Porträt
Kommentar

Auf ganzer Linie gescheitert

Die Impfpflicht in Gesundheitseinrichtungen galt ursprünglich als wirkungsvolles Instrument gegen Covid-19. Doch am Ende hat sie ihre Ziele komplett verfehlt, meint Kaja Klapsa.

Die einrichtungsbezogene Impfpflicht

im Gesundheitswesen ist gescheitert. Unter den Bedingungen der gefährlichen Delta-Variante im Dezember 2021 beschlossen, schien das Gesetz zunächst vernünftig. Das Corona-Virus sollte aus den Kliniken und Heimen ferngehalten, vulnerable Patienten und Bewohner sollten geschützt werden.
 
Doch schnell wurde klar, dass Anspruch und Wirklichkeit meilenweit auseinanderliegen. So hat sich die Impfpflicht in erster Linie zum Bürokratiemonster entwickelt, das die Gesundheitsämter mit monatelangen Prüf- und Sanktionsverfahren von ihrer eigentlichen Arbeit abhält. Der Aufwand steht in keinem Verhältnis zum Nutzen: Am Ende greifen viele Ämter auf ihren Ermessensspielraum zurück und sprechen mit Blick auf die Versorgungssicherheit keine Betretungsverbote aus.

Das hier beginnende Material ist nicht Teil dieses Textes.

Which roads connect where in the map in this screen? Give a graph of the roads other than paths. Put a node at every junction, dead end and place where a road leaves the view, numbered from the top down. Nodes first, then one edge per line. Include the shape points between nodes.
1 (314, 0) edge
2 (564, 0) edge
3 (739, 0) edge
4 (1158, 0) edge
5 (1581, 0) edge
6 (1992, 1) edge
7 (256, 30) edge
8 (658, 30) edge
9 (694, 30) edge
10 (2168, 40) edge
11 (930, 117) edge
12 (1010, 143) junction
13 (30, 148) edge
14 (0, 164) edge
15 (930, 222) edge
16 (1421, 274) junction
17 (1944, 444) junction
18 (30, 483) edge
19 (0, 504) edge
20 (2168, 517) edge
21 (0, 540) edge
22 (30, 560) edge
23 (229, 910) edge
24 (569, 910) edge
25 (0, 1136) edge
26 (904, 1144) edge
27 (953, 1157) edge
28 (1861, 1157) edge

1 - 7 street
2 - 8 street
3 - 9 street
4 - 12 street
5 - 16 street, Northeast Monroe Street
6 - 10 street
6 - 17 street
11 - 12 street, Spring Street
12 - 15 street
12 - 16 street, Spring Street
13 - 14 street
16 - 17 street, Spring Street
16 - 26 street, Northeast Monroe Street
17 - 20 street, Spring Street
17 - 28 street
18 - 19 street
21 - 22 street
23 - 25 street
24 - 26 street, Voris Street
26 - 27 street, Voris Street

So führt die Impfpflicht schlussendlich kaum zu einer deutlichen Erhöhung der Impfquote und verfehlt damit klar ihr definiertes Ziel. Hinzu kommt, dass sich die pandemische Ausgangslage im Vergleich zum vergangenen Winter stark verändert hat. Die Omikron-Variante führt zu deutlich weniger Klinikeinweisungen, die Impfung schützt erkennbar wenig vor einer Weitergabe des Virus.

Anspruch und Wirklichkeit liegen meilenweit auseinander.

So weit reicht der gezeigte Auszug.